#### INPUT DATA

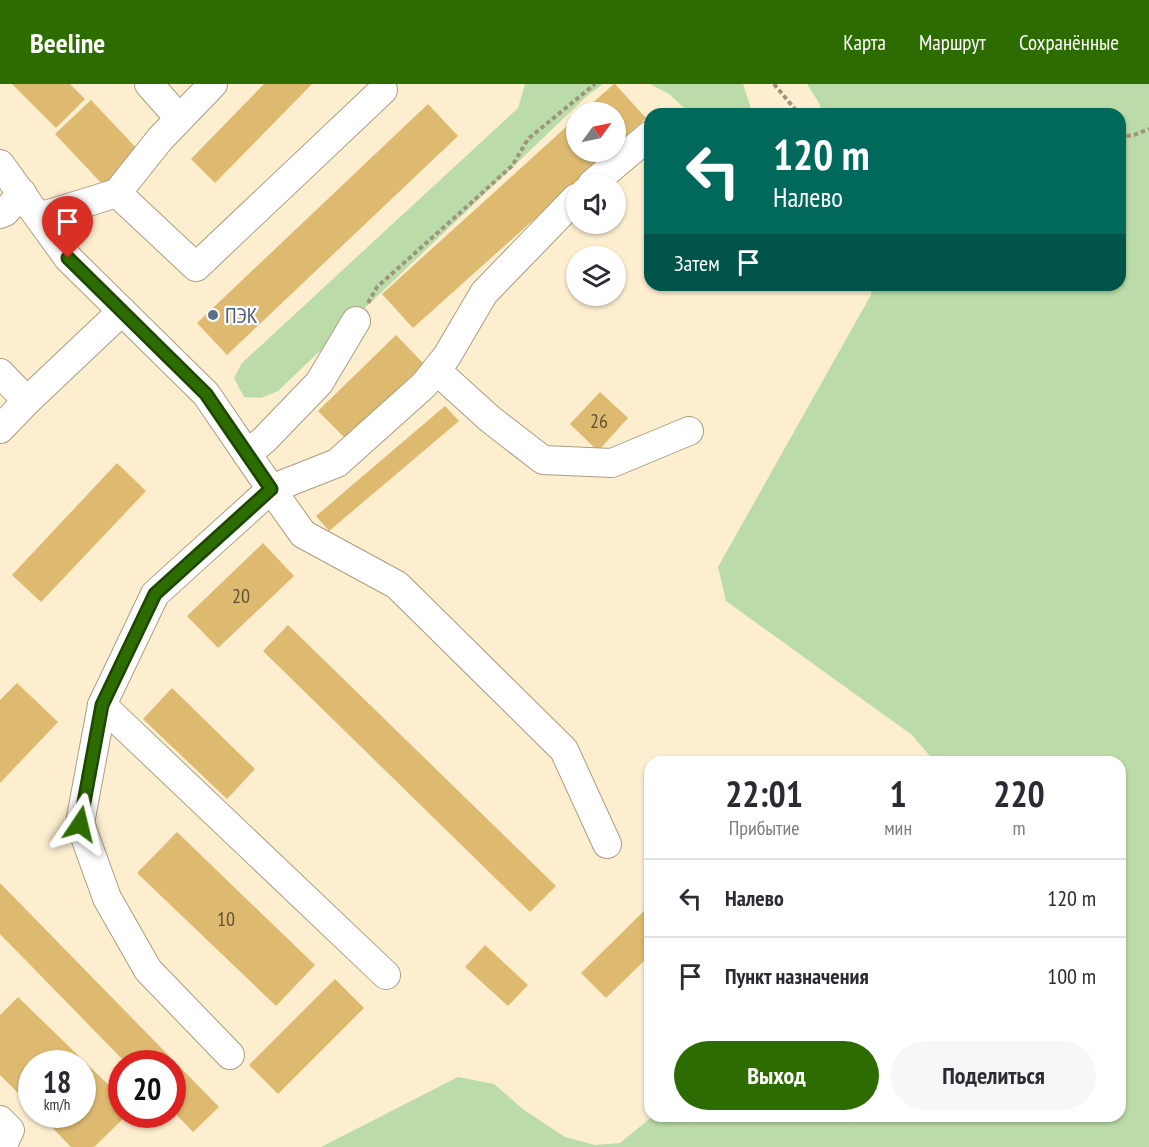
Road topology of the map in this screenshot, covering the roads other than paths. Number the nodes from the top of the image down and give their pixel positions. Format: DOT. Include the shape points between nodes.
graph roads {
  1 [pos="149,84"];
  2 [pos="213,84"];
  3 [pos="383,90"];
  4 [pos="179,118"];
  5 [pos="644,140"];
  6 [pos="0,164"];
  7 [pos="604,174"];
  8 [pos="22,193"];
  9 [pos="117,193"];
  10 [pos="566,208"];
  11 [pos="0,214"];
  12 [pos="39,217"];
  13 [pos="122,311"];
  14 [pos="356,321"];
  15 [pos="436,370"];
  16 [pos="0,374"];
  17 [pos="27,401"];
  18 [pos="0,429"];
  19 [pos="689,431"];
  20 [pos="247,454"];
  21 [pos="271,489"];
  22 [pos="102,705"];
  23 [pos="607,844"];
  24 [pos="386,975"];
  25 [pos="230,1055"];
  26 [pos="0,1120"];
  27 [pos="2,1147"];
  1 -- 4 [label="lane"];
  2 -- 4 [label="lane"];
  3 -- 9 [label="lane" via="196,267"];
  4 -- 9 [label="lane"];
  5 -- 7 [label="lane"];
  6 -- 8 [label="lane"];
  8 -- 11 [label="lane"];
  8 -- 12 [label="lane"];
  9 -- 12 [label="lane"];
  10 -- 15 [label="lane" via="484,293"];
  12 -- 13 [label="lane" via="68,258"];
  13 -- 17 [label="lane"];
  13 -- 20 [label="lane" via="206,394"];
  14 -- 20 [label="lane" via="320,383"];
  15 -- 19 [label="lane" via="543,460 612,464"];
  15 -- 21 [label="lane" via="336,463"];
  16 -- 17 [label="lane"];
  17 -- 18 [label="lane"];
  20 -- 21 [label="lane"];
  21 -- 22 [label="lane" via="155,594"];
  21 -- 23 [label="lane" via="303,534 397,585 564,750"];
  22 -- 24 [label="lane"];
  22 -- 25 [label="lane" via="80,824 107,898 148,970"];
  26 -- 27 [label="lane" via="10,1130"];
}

########

▶ [THE TASK]
Write out all of the data above exactly, pictures excluded.

▶ [EXPECTED OUTPUT]
Road topology of the map in this screenshot, covering the roads other than paths. Number the nodes from the top of the image down and give their pixel positions. Format: DOT. Include the shape points between nodes.
graph roads {
  1 [pos="149,84"];
  2 [pos="213,84"];
  3 [pos="383,90"];
  4 [pos="179,118"];
  5 [pos="644,140"];
  6 [pos="0,164"];
  7 [pos="604,174"];
  8 [pos="22,193"];
  9 [pos="117,193"];
  10 [pos="566,208"];
  11 [pos="0,214"];
  12 [pos="39,217"];
  13 [pos="122,311"];
  14 [pos="356,321"];
  15 [pos="436,370"];
  16 [pos="0,374"];
  17 [pos="27,401"];
  18 [pos="0,429"];
  19 [pos="689,431"];
  20 [pos="247,454"];
  21 [pos="271,489"];
  22 [pos="102,705"];
  23 [pos="607,844"];
  24 [pos="386,975"];
  25 [pos="230,1055"];
  26 [pos="0,1120"];
  27 [pos="2,1147"];
  1 -- 4 [label="lane"];
  2 -- 4 [label="lane"];
  3 -- 9 [label="lane" via="196,267"];
  4 -- 9 [label="lane"];
  5 -- 7 [label="lane"];
  6 -- 8 [label="lane"];
  8 -- 11 [label="lane"];
  8 -- 12 [label="lane"];
  9 -- 12 [label="lane"];
  10 -- 15 [label="lane" via="484,293"];
  12 -- 13 [label="lane" via="68,258"];
  13 -- 17 [label="lane"];
  13 -- 20 [label="lane" via="206,394"];
  14 -- 20 [label="lane" via="320,383"];
  15 -- 19 [label="lane" via="543,460 612,464"];
  15 -- 21 [label="lane" via="336,463"];
  16 -- 17 [label="lane"];
  17 -- 18 [label="lane"];
  20 -- 21 [label="lane"];
  21 -- 22 [label="lane" via="155,594"];
  21 -- 23 [label="lane" via="303,534 397,585 564,750"];
  22 -- 24 [label="lane"];
  22 -- 25 [label="lane" via="80,824 107,898 148,970"];
  26 -- 27 [label="lane" via="10,1130"];
}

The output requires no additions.